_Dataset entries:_
:::::

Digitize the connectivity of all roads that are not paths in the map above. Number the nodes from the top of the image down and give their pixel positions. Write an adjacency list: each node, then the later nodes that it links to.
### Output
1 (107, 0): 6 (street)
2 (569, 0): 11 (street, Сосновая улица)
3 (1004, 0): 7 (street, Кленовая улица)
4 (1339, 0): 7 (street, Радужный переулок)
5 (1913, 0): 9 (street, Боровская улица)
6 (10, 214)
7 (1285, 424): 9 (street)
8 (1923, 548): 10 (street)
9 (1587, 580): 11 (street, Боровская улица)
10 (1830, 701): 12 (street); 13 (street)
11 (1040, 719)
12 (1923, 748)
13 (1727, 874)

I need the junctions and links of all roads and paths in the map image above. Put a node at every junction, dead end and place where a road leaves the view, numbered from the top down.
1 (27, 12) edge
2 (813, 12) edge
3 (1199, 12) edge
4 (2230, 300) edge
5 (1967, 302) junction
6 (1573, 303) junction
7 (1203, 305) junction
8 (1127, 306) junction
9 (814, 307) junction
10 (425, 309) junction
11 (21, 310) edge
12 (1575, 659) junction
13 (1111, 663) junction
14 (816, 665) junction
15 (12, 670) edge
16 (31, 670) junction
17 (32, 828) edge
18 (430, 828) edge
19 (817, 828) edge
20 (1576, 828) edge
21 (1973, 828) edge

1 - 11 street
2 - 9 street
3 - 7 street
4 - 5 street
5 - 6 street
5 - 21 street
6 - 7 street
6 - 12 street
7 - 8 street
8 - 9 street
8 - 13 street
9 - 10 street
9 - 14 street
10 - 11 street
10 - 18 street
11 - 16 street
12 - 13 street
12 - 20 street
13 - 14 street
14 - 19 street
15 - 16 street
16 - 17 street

:::::

_About this exercise:_
Print the records again in full, exactly as they appear above.

_Response to this task:_
Digitize the connectivity of all roads that are not paths in the map above. Number the nodes from the top of the image down and give their pixel positions. Write an adjacency list: each node, then the later nodes that it links to.
### Output
1 (107, 0): 6 (street)
2 (569, 0): 11 (street, Сосновая улица)
3 (1004, 0): 7 (street, Кленовая улица)
4 (1339, 0): 7 (street, Радужный переулок)
5 (1913, 0): 9 (street, Боровская улица)
6 (10, 214)
7 (1285, 424): 9 (street)
8 (1923, 548): 10 (street)
9 (1587, 580): 11 (street, Боровская улица)
10 (1830, 701): 12 (street); 13 (street)
11 (1040, 719)
12 (1923, 748)
13 (1727, 874)

I need the junctions and links of all roads and paths in the map image above. Put a node at every junction, dead end and place where a road leaves the view, numbered from the top down.
1 (27, 12) edge
2 (813, 12) edge
3 (1199, 12) edge
4 (2230, 300) edge
5 (1967, 302) junction
6 (1573, 303) junction
7 (1203, 305) junction
8 (1127, 306) junction
9 (814, 307) junction
10 (425, 309) junction
11 (21, 310) edge
12 (1575, 659) junction
13 (1111, 663) junction
14 (816, 665) junction
15 (12, 670) edge
16 (31, 670) junction
17 (32, 828) edge
18 (430, 828) edge
19 (817, 828) edge
20 (1576, 828) edge
21 (1973, 828) edge

1 - 11 street
2 - 9 street
3 - 7 street
4 - 5 street
5 - 6 street
5 - 21 street
6 - 7 street
6 - 12 street
7 - 8 street
8 - 9 street
8 - 13 street
9 - 10 street
9 - 14 street
10 - 11 street
10 - 18 street
11 - 16 street
12 - 13 street
12 - 20 street
13 - 14 street
14 - 19 street
15 - 16 street
16 - 17 street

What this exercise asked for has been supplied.